He showed a great list of event types they've gotten from the data… Legal categories disaggregate crime so it appears more often in the list though was the minority of data. Location types also offers a picture of the community.

Creating visualisations of life in the neighbourhood…. when mapping at this detailed scale they were confronted with how vague most historical sources are and how they're related to other places. 'Historians are satisfied in most cases to say that a place is 'somewhere in Harlem'.' He talked about visualisations as 'asking, but not explaining, why there?'.

I tweeted that I'd gotten a lot more from his demonstration of the site than I had from looking at it unaided in the past, which lead to a discussion with @claudinec and @wragge about whether the 'search vs browse' accessibility issue applies to geospatial interfaces as well as text or images (i.e. what do you need to provide on the first screen to help people get into your data project) and about the need for as many hooks into interfaces as possible, including narratives as interfaces.

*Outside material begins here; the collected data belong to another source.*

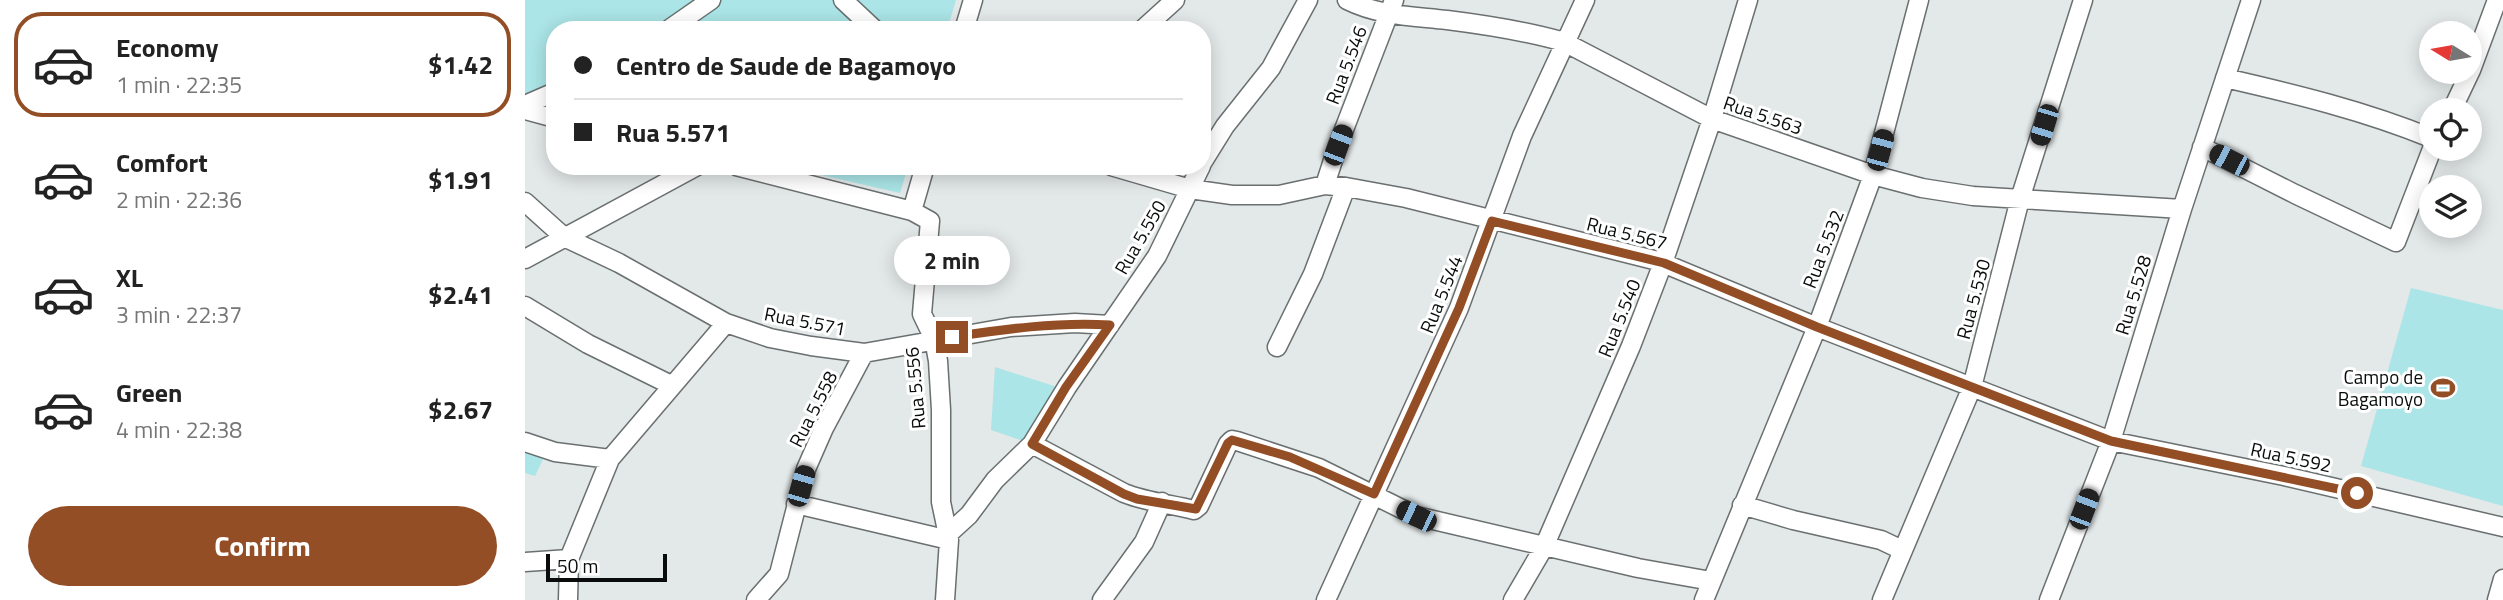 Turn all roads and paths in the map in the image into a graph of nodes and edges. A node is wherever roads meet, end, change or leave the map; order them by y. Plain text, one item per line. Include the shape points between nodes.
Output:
1 (711, 0) edge
2 (843, 0) edge
3 (973, 0) edge
4 (1175, 0) edge
5 (1308, 0) edge
6 (1347, 0) edge
7 (1585, 0) edge
8 (1748, 0) edge
9 (1919, 0) edge
10 (2083, 0) edge
11 (2251, 0) edge
12 (2497, 0) edge
13 (1391, 7) edge
14 (681, 21) edge
15 (865, 21) edge
16 (967, 21) edge
17 (1152, 21) edge
18 (1564, 42) junction
19 (2225, 78) junction
20 (546, 97) edge
21 (2458, 98) edge
22 (525, 108) edge
23 (546, 115) edge
24 (1712, 120) junction
25 (2419, 133) edge
26 (2202, 147) junction
27 (1211, 150) edge
28 (2427, 161) edge
29 (680, 175) edge
30 (771, 175) edge
31 (922, 175) edge
32 (1142, 175) edge
33 (1197, 175) edge
34 (1873, 175) junction
35 (1325, 186) junction
36 (1346, 187) junction
37 (1190, 189) junction
38 (2020, 199) junction
39 (525, 202) edge
40 (2182, 209) junction
41 (912, 211) junction
42 (1492, 221) junction
43 (564, 237) junction
44 (525, 259) edge
45 (1664, 263) junction
46 (525, 306) edge
47 (726, 323) junction
48 (1110, 325) junction
49 (1817, 327) junction
50 (934, 340) junction
51 (1277, 346) dead end
52 (864, 353) junction
53 (671, 385) junction
54 (1972, 387) junction
55 (2111, 441) junction
56 (525, 442) edge
57 (1032, 444) junction
58 (610, 459) junction
59 (1374, 494) junction
60 (1162, 502) junction
61 (796, 504) junction
62 (1742, 505) junction
63 (2503, 527) edge
64 (947, 538) junction
65 (1543, 547) junction
66 (1902, 550) junction
67 (569, 559) junction
68 (525, 562) edge
69 (2503, 579) edge
70 (1711, 581) junction
71 (568, 600) edge
72 (756, 600) edge
73 (945, 600) edge
74 (1102, 600) edge
75 (1326, 600) edge
76 (1513, 600) edge
77 (1704, 600) edge
78 (1882, 600) edge
79 (2049, 600) edge
80 (2497, 600) edge

1 - 14 street
2 - 15 street
3 - 16 street
4 - 17 street
5 - 27 street, Rua 5.550 via 1271,68
6 - 13 street, Rua 5.563 via 1376,12
7 - 18 street, Rua 5.544
8 - 24 street, Rua 5.540
9 - 34 street, Rua 5.532
10 - 38 street, Rua 5.530
11 - 19 street, Rua 5.528
12 - 21 street
13 - 18 street, Rua 5.563
13 - 35 street, Rua 5.546
18 - 24 street, Rua 5.563
18 - 42 street, Rua 5.544 via 1522,136
19 - 25 street
19 - 26 street, Rua 5.528
20 - 22 street
22 - 23 street
24 - 34 street, Rua 5.563
24 - 45 street, Rua 5.540
26 - 28 street via 2396,242
26 - 40 street, Rua 5.528
29 - 43 street
30 - 41 street
31 - 41 street
32 - 37 street, Rua 5.567
33 - 37 street, Rua 5.550
34 - 38 street, Rua 5.563 via 1935,190
34 - 49 street, Rua 5.532
35 - 36 street, Rua 5.567
35 - 37 street, Rua 5.567 via 1279,195
36 - 42 street, Rua 5.567
36 - 51 street via 1313,274
37 - 48 street, Rua 5.550 via 1157,256
38 - 40 street, Rua 5.563
38 - 54 street, Rua 5.530
39 - 43 street, Rua 5.571
40 - 55 street, Rua 5.528
41 - 50 street, Rua 5.556 via 930,221 922,314
42 - 45 street, Rua 5.567
42 - 59 street, Rua 5.544 via 1459,308
43 - 44 street
43 - 47 street, Rua 5.571
45 - 49 street, Rua 5.567
45 - 65 street, Rua 5.540
46 - 53 street
47 - 52 street, Rua 5.571 via 770,338
47 - 53 street
48 - 50 street, Rua 5.571 via 1011,327
48 - 57 street, Rua 5.550
49 - 54 street, Rua 5.567
49 - 62 street, Rua 5.532
50 - 52 street, Rua 5.571
50 - 64 street, Rua 5.556 via 941,410 941,502
52 - 61 street, Rua 5.558 via 806,469
53 - 58 street
54 - 55 street, Rua 5.567
54 - 66 street, Rua 5.530
55 - 63 street, Rua 5.592
55 - 79 street, Rua 5.528
56 - 58 street via 555,452
57 - 60 street via 1124,494
57 - 64 street, Rua 5.550
58 - 67 street
59 - 60 street via 1290,457 1232,440 1196,509
59 - 65 street via 1416,516
59 - 75 street, Rua 5.544
60 - 74 street via 1144,542
61 - 64 street
61 - 72 street, Rua 5.558 via 779,574
62 - 66 street via 1881,540
62 - 70 street, Rua 5.532
64 - 73 street, Rua 5.556
65 - 70 street
65 - 76 street, Rua 5.540
66 - 78 street, Rua 5.530
67 - 68 street
67 - 71 street
69 - 80 street
70 - 77 street, Rua 5.532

Crowdsourcing was raised during the questions at the end of the session, but I've forgotten who I was quoting when I tweeted, 'by marginalising crowdsourcing you're marginalising voices', on the other hand, 'memories are complicated'.  I added my own point of view, 'I think of crowdsourcing as open source history, sometimes that's living memory, sometimes it's research or digitisation'.  If anything, the conference confirmed my view that crowdsourcing in cultural heritage generally involves participating in the same processes as GLAM staff and humanists, and that it shouldn't be exploitative or rely on user experience tricks to get participants (though having made crowdsourcing games for museums, I obviously don't have a problem with making the process easier to participate in).

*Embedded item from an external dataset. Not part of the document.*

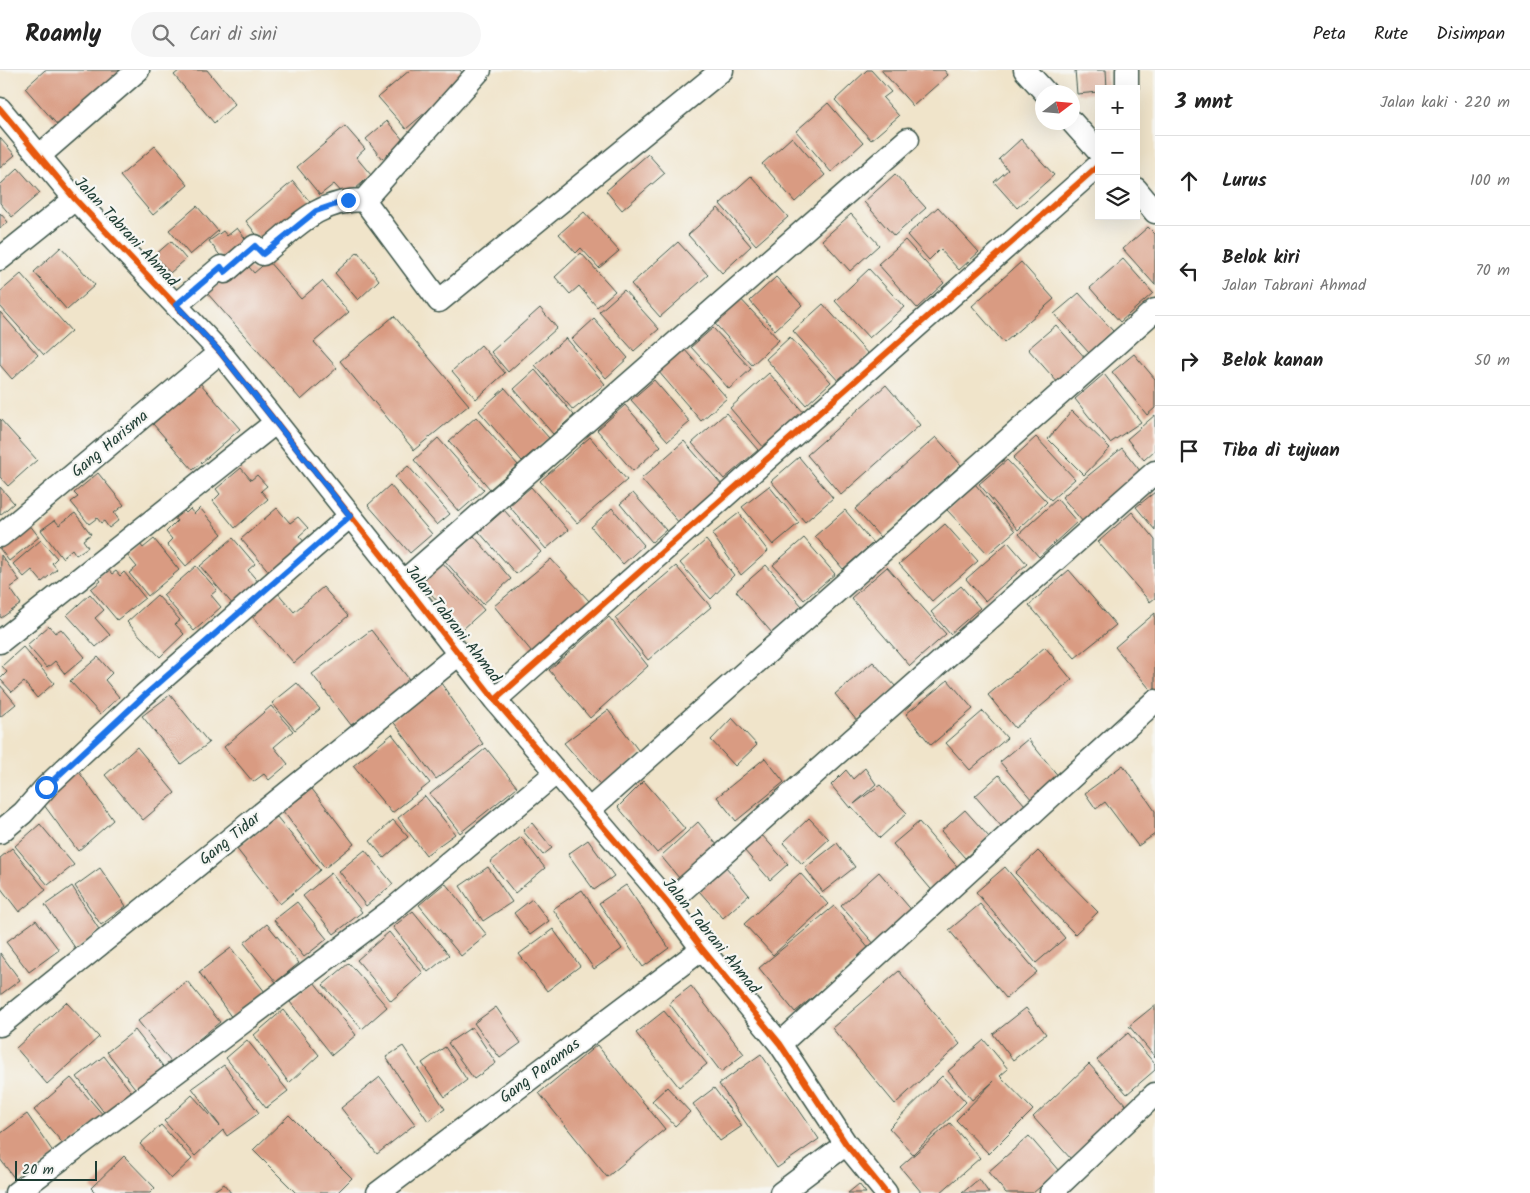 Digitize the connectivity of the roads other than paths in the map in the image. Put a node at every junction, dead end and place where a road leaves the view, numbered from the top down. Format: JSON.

The final paper I saw was Paul Vetch, 'Beyond the Lowest Common Denominator: Designing Effective Digital Resources'. He discussed the design tensions between: users, audiences (and 'production values'); ubiquity and trends; experimentation (and failure); sustainability (and 'the deliverable'),

In the past digital humanities has compartmentalised groups of users in a way that's convenient but not necessarily valid. But funding pressure to serve wider audiences means anticipating lots of different needs. He said people make value judgements about the quality of a resource according to how it looks.

Ubiquity and trends: understanding what users already use; designing for intuition. Established heuristics for web design turn out to be completely at odds with how users behave.

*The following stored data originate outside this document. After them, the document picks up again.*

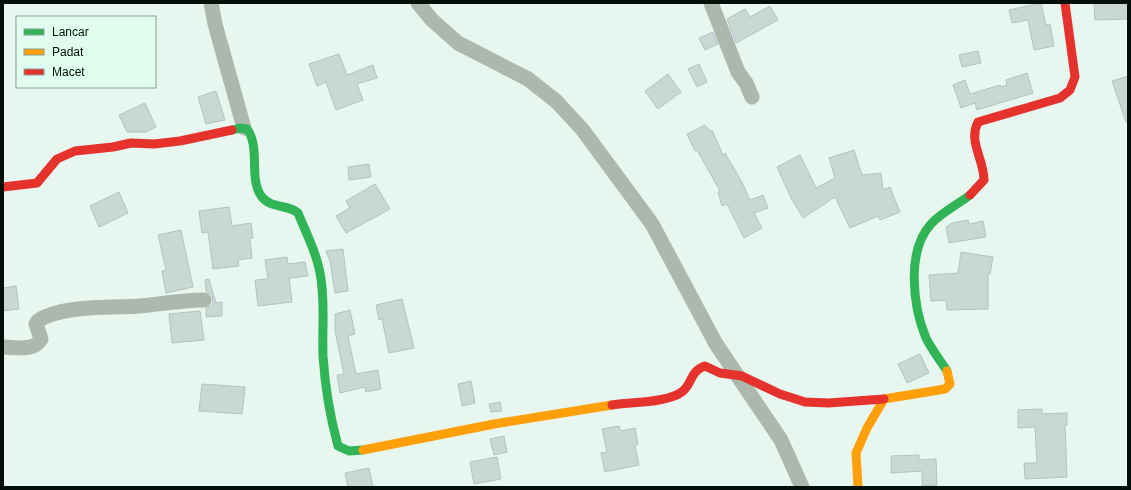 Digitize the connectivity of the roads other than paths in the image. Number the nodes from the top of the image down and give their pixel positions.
1 (211, 3) edge
2 (418, 3) edge
3 (710, 3) edge
4 (1065, 3) edge
5 (752, 97) dead end
6 (244, 128) junction
7 (3, 187) edge
8 (204, 300) dead end
9 (3, 347) edge
10 (737, 375) junction
11 (884, 399) junction
12 (802, 487) edge
13 (858, 487) edge

1 - 6 street
2 - 10 street
3 - 5 street
4 - 11 street
6 - 7 street
6 - 10 street
8 - 9 street
10 - 11 street
10 - 12 street
11 - 13 street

Funding bodies expect deliverables, this conditions the way they design. It's difficult to combine: experimentation and high production values [something I've posted on before, but as Vetch said, people make value judgements about the quality of a resource according to how it looks so some polish is needed]; experimentation and sustainability…

Who are you designing for? Not the academic you're collaborating with, and it's not to create something that you as a developer would use. They're moving away from user testing at the end of a project to doing it during the project. [Hoorah!]

Ubiquity and trends – challenges include a very highly mediated environment; highly volatile and experimental… Trying to use established user conventions becomes stifling. (He called useit.com 'old nonsense'!) The ludic and experiential are increasingly important elements in how we present our research back.

Mapping Medieval Chester took technology designed for delivering contextual ads and used it to deliver information in context without changing perspective (i.e. without reloading the page, from memory).  The Gough map was an experiment in delivering a large image but also in making people smile.  Experimentation and failure… Online Chopin Variorum Edition was an experiment. How is the 'work' concept challenged by the Chopin sources? Technical methodological/objectives: superimposition; juxtaposition; collation/interpolation…

He discussed coping strategies for the Digital Humanities: accept and embrace the ephemerality of web-based interfaces; focus on process and experience – the underlying content is persistent even if the interfaces don't last.  I think this was a comment from the audience: 'if a digital resource doesn't last then it breaks the principle of citation – where does that leave scholarship?'

Summary

So those are my notes.  For further reference I've put a CSV archive of #DHA2012 tweets from searchhash.com here, but note it's not on Australian time so it needs transposing to match the session times.

This was my first proper big Digital Humanities conference, and I had a great time.  It probably helped that I'm an Australian expat so I knew a sprinkling of people and had a sense of where various institutions fitted in, but the crowd was also generally approachable and friendly.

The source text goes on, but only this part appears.